The person froze for a second, he couldn’t stop his face from blushing, everyone in the room turned around. Maybe they were curious enough to want to see what a 21st century self-loving cosmopolitan looks like. I, on my part, felt a bit guilty about it all, I didn’t have any intention to embarrass the man. However, it took him a few good seconds before he could get his act together.
“Yes Gilad, I am a Jew, but how did you know?”
“I obviously didn’t know,” I said, “I was actually guessing. You see, whenever I come across people who call themselves ‘cosmopolitans’, ‘atheists’ and a ‘citizens of the world’, they somehow always happen to be ‘Jews’ of the so-called ‘progressive’ assimilated type. I can only assume that ‘non-Jews’ tend to live in peace with whoever they happen to be. If they are born Catholic and decide to move on at a certain stage, they just dump the church behind. If they do not love their country as much as others do, they probably pack a few things and pick another country to live in. Somehow ‘non-Jews’, and this is far from being a scientific law, do not need to hide behind some vague universal banners and some artificial righteous value system. However, what was your question?”
No question followed. The ‘cosmopolitan, atheist and citizen of the world’, couldn’t remember what his question was. I assume that following the tradition of post-emancipated Jews he was there to celebrate his right to ‘self-determination’ in public. The man was using question time to tell his Aspen neighbours and friends what a great human being he was. Unlike them, local patriotic believers and proud Americans, he was an advanced humanist, a man beyond nationhood, a godless non-patriotic subject. He was the ultimate ‘self determined’ rational product of enlightenment. He was the son of Voltaire and the French revolution.
Self-determination is a modern Jewish political and social epidemic. The disappearance of the Ghetto and its maternal qualities led towards an identity crisis within the largely assimilated Jewish society. Seemingly, all post-emancipated Jewish political, spiritual and social schools of thought, left, right and centre were inherently concerned with issues to do with the ‘right to self-determination’. The Zionists would demand the right to national self-determination in the land of Zion. The Bund would demand national and cultural self-determination within the East European proletarian discourse. Matzpen and the ultra Israeli leftists would demand the right to self-determination for the ‘Israeli Jewish nation’ in the ‘liberated Arab East’, Anti Zionist Jews would insist upon the right to engage in an esoteric Jewish discourse within the Palestinian solidarity movement. But what does that very right to self-determination stand for? Why is it that every modern Jewish political thought is grounded on that right? Why is it that some ‘progressive’ assimilated Jews feel the need to become citizens of the world rather than just ordinary citizens of Britain or France or Russia?

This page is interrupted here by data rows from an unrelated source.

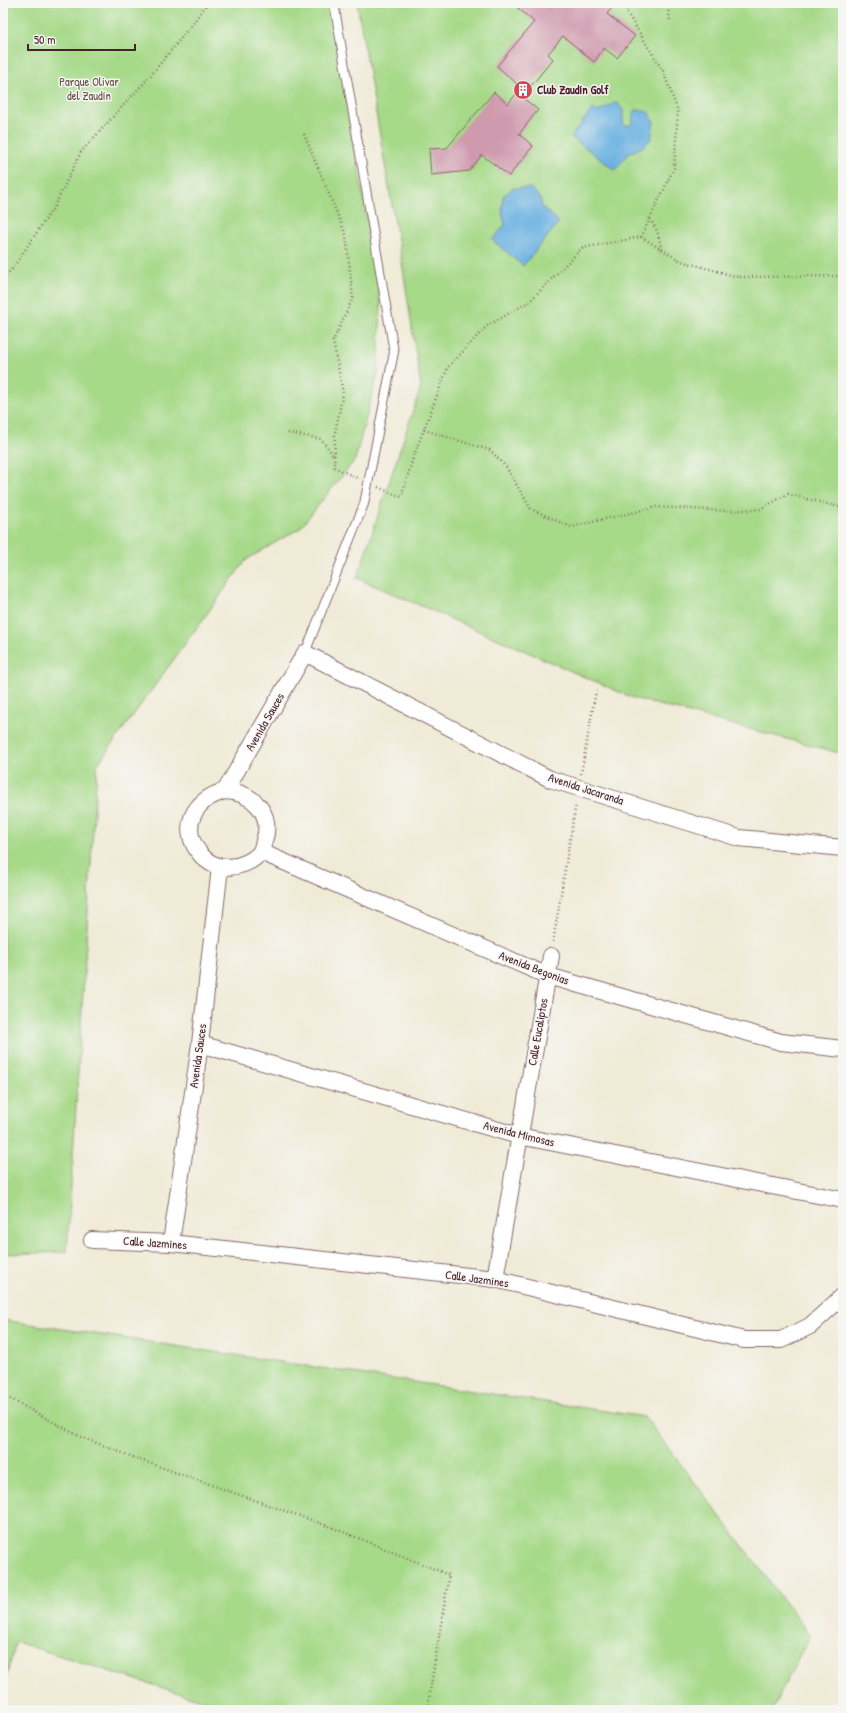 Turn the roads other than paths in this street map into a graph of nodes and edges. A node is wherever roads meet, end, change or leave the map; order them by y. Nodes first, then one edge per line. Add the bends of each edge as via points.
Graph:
1 (334, 3) edge
2 (305, 653) junction
3 (225, 791) junction
4 (843, 848) edge
5 (261, 852) junction
6 (220, 867) junction
7 (551, 956) road end
8 (548, 976) junction
9 (200, 1044) junction
10 (843, 1048) edge
11 (519, 1136) junction
12 (843, 1200) edge
13 (92, 1240) dead end
14 (171, 1243) junction
15 (495, 1279) junction
16 (843, 1296) edge

1 - 2 lane via 394,352 364,504
2 - 3 street, Avenida Sauces
2 - 4 street, Avenida Jacaranda via 550,779 739,838
3 - 5 street via 236,791 248,796 265,816 266,836
3 - 6 street via 212,794 201,802 191,820 190,833 194,846 202,857
5 - 6 street via 241,865
5 - 8 street, Avenida Begonias
6 - 9 street, Avenida Sauces
7 - 8 street, Calle Eucaliptos
8 - 10 street, Avenida Begonias via 781,1042
8 - 11 street, Calle Eucaliptos
9 - 11 street, Avenida Mimosas
9 - 14 street, Avenida Sauces
11 - 12 street, Avenida Mimosas
11 - 15 street, Calle Eucaliptos
13 - 14 street, Calle Jazmines
14 - 15 street, Calle Jazmines
15 - 16 street, Calle Jazmines via 744,1340 781,1340 810,1326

The Pretence of Authenticity
It should be said that though identity search and self-determination are there to convey the pretence of a final march towards an authentic redemption, the direct result of Identity politics and self-determinative affairs is the complete opposite. Those who have to self-determine who they are, are those who are far removed from any authentic realisation to start with. Those who are determined to be seen as ‘cosmopolitans’ and ‘secular humanists’ are those who fail to see that human brotherhood needs neither an introduction nor a declaration. All it really takes is a genuine love for one another. Those who initiate and sign humanist manifestos are those who insist upon being seen as humanists while at the same time spreading some Zionist tribal evil around. Clearly, real genuine cosmopolitans do not have the need to declare their abstract commitment to humanism. Real citizens of the world, similarly, just live in an open world with no boundaries and borders.

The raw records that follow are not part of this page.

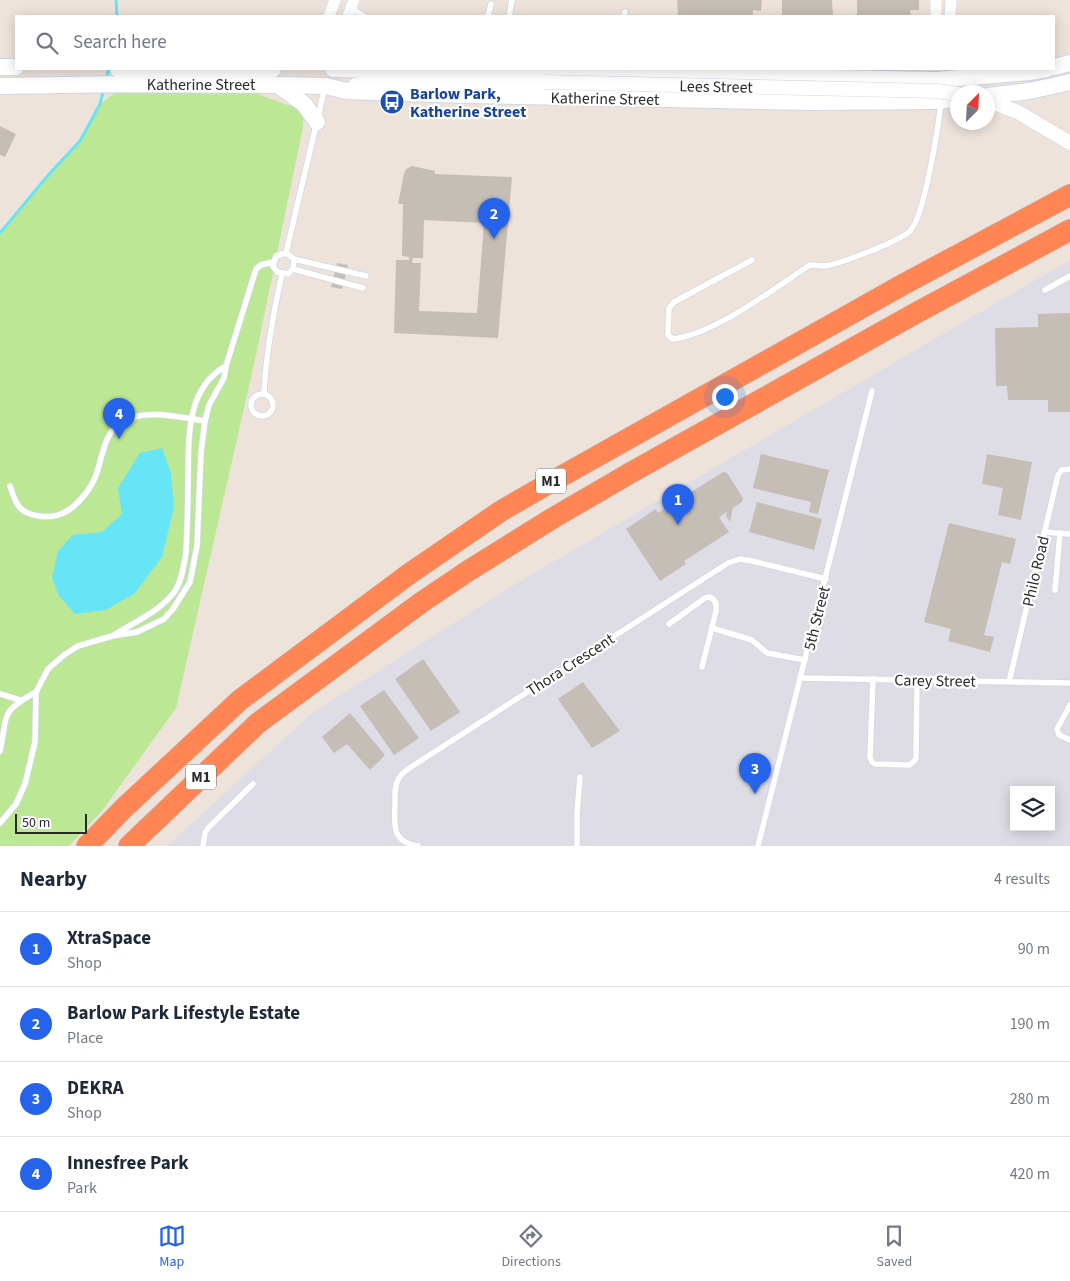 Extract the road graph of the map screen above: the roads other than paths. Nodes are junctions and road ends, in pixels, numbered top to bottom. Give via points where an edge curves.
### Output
1 (335, 0) edge
2 (512, 0) edge
3 (936, 0) edge
4 (951, 0) edge
5 (491, 4) dead end
6 (351, 8) edge
7 (329, 15) edge
8 (362, 15) edge
9 (488, 15) edge
10 (509, 15) edge
11 (936, 15) edge
12 (950, 15) edge
13 (1070, 63) edge
14 (0, 67) edge
15 (15, 67) edge
16 (1055, 67) edge
17 (252, 70) edge
18 (328, 70) edge
19 (388, 70) edge
20 (1041, 70) edge
21 (943, 72) edge
22 (127, 76) edge
23 (1070, 82) edge
24 (278, 85) junction
25 (0, 86) edge
26 (326, 86) junction
27 (950, 90) edge
28 (995, 95) edge
29 (950, 97) edge
30 (950, 98) edge
31 (950, 103) edge
32 (995, 104) edge
33 (317, 122) junction
34 (1070, 143) edge
35 (1070, 195) edge
36 (1070, 230) edge
37 (286, 252) junction
38 (294, 259) junction
39 (752, 260) dead end
40 (273, 262) junction
41 (293, 269) junction
42 (282, 274) junction
43 (366, 276) dead end
44 (1070, 276) edge
45 (363, 288) dead end
46 (1045, 290) dead end
47 (226, 366) junction
48 (872, 391) dead end
49 (264, 394) dead end
50 (191, 419) junction
51 (205, 421) junction
52 (1070, 469) edge
53 (10, 486) dead end
54 (1044, 532) junction
55 (1060, 534) junction
56 (1070, 534) edge
57 (826, 579) junction
58 (1055, 590) dead end
59 (669, 624) dead end
60 (712, 628) junction
61 (112, 636) junction
62 (805, 660) junction
63 (702, 667) dead end
64 (800, 678) junction
65 (873, 680) junction
66 (917, 680) junction
67 (1009, 682) junction
68 (1070, 683) edge
69 (36, 692) junction
70 (0, 694) edge
71 (20, 700) junction
72 (1070, 705) edge
73 (1070, 740) edge
74 (0, 750) edge
75 (580, 777) dead end
76 (253, 784) dead end
77 (0, 823) edge
78 (135, 841) edge
79 (403, 844) edge
80 (87, 846) edge
81 (203, 846) edge
82 (418, 846) edge
83 (577, 846) edge
84 (758, 846) edge

1 - 7 street
2 - 10 lane
3 - 11 street
4 - 12 street
5 - 9 lane
6 - 8 lane
13 - 16 main road
14 - 15 main road
17 - 22 main road, Katherine Street
18 - 26 street
19 - 21 main road, Katherine Street via 888,79
20 - 21 main road, Katherine Street via 978,77
21 - 27 street
22 - 24 main road, Katherine Street
22 - 25 main road, Katherine Street via 88,84
23 - 28 main road
24 - 26 main road, Katherine Street
24 - 33 main road via 304,104
26 - 29 street, Lees Street, bridge via 412,80 544,82 937,91
26 - 30 main road, Katherine Street via 347,91 813,102
26 - 33 lane
31 - 39 lane via 940,118 925,194 911,231 852,258 822,266 810,265 732,317 685,338 673,339 668,335 669,308 674,302
32 - 34 street via 1018,112
33 - 37 lane
35 - 80 highway, M1 via 904,284 501,512 409,574 240,700
36 - 78 highway, M1 via 650,462 468,571 258,723
37 - 38 lane
37 - 40 lane via 276,256
38 - 41 lane
38 - 43 lane
40 - 42 lane via 275,269
40 - 47 lane via 256,269
41 - 42 lane
41 - 45 lane
42 - 49 lane via 268,342
44 - 46 lane
47 - 50 lane via 215,372 204,385
47 - 51 lane
48 - 57 lane, 5th Street
50 - 51 lane
50 - 53 lane via 150,415 118,424 110,434 94,480 84,497 58,516 24,511 15,501
50 - 61 lane via 183,572 176,590 166,601
51 - 61 lane via 197,546 190,582 164,619 137,632
52 - 54 lane, Philo Road via 1062,470 1058,475
54 - 55 lane
54 - 67 lane, Philo Road
55 - 56 lane
55 - 58 lane
57 - 62 lane, 5th Street
57 - 79 lane, Thora Crescent via 752,560 740,559 718,568 405,771 397,783 394,822
59 - 60 lane via 709,597 717,606
60 - 62 lane via 752,640 768,652
60 - 63 lane
61 - 69 lane via 78,646 64,655 48,669
62 - 64 lane, 5th Street
64 - 65 lane, Carey Street
64 - 84 lane, 5th Street
65 - 66 lane, Carey Street
65 - 66 lane via 870,757 875,764 914,763
66 - 67 lane, Carey Street
67 - 68 lane, Carey Street
69 - 71 lane
69 - 77 lane via 35,742 30,770 16,804
70 - 71 lane
71 - 74 lane via 6,715
72 - 73 lane via 1057,729 1059,734
75 - 83 lane
76 - 81 lane via 208,828
79 - 82 lane, Thora Crescent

I am surrounded, for instance, by jazz musicians of all colours and ethnic origins. People who live on the road, people who sleep every night in a different continent, people who make a living out of their love of beauty. Yet, I have never seen a Jazz artist who calls himself or herself either a citizen of the world or a cosmopolitan or even a beauty merchant. I have never met a Jazz artist who adopts an air of egalitarian importance. I have never met a Jazz musician who celebrates his or her right to self-determination. The reason is simple, authentic beings do not need to self determine who they are, they just let themselves and others be.

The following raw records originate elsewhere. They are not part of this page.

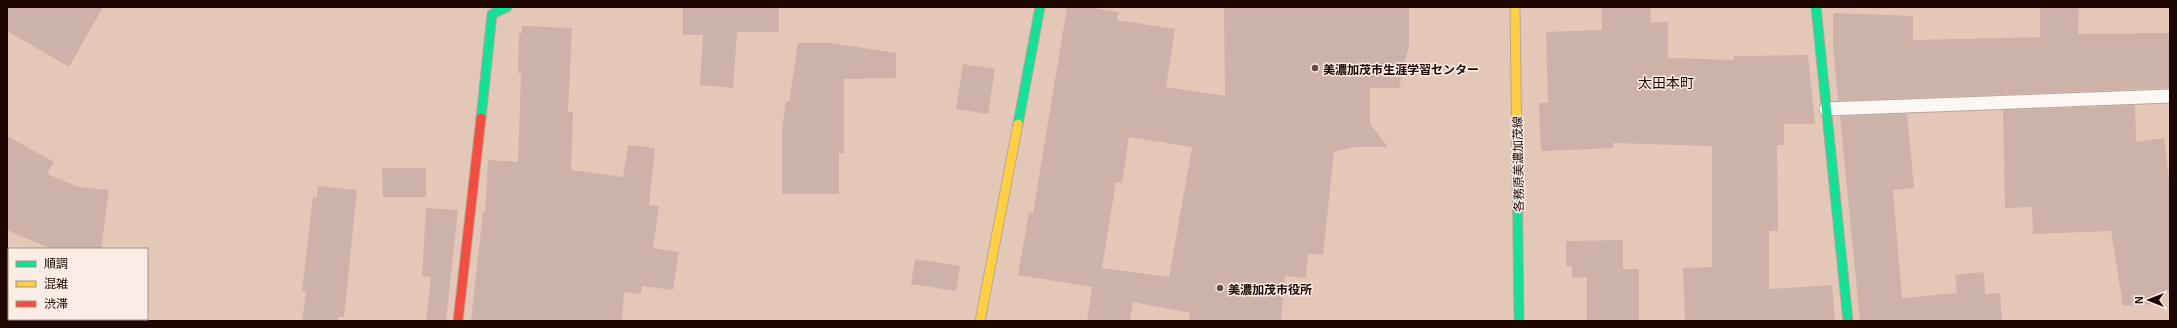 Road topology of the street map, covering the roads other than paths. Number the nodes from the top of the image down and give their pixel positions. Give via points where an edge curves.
1 (507, 7) edge
2 (1040, 7) edge
3 (1515, 7) edge
4 (1816, 7) edge
5 (2170, 96) edge
6 (1826, 109) junction
7 (458, 321) edge
8 (980, 321) edge
9 (1518, 321) edge
10 (1848, 321) edge

1 - 7 street via 492,14
2 - 8 street
3 - 9 street, 各務原美濃加茂線
4 - 6 street
5 - 6 lane
6 - 10 street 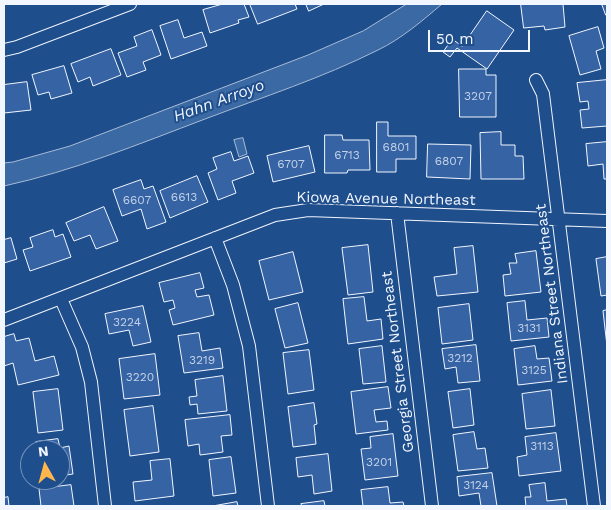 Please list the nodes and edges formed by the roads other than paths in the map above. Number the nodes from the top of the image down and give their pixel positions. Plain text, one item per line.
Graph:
1 (130, 4) edge
2 (4, 50) edge
3 (536, 80) dead end
4 (397, 213) junction
5 (559, 220) junction
6 (607, 221) edge
7 (215, 238) junction
8 (61, 299) junction
9 (4, 320) edge
10 (106, 506) edge
11 (268, 506) edge
12 (432, 506) edge
13 (594, 506) edge

1 - 2 street
3 - 5 street, Indiana Street Northeast
4 - 5 street, Kiowa Avenue Northeast
4 - 7 street, Kiowa Avenue Northeast
4 - 12 street, Georgia Street Northeast
5 - 6 street, Kiowa Avenue Northeast
5 - 13 street, Indiana Street Northeast
7 - 8 street, Kiowa Avenue Northeast
7 - 11 street
8 - 9 street, Kiowa Avenue Northeast
8 - 10 street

The right to self-determination
The right to self-determination is often cited as the acknowledgment that "all peoples have the right to freely determine their political status and freely pursue their economic, social and cultural development.” This very principle is often seen as a moral and legal right. It is also well embedded in the philosophy of the United Nations. The term self-determination was used in the UN Charter and has been defined in various declarations and covenants.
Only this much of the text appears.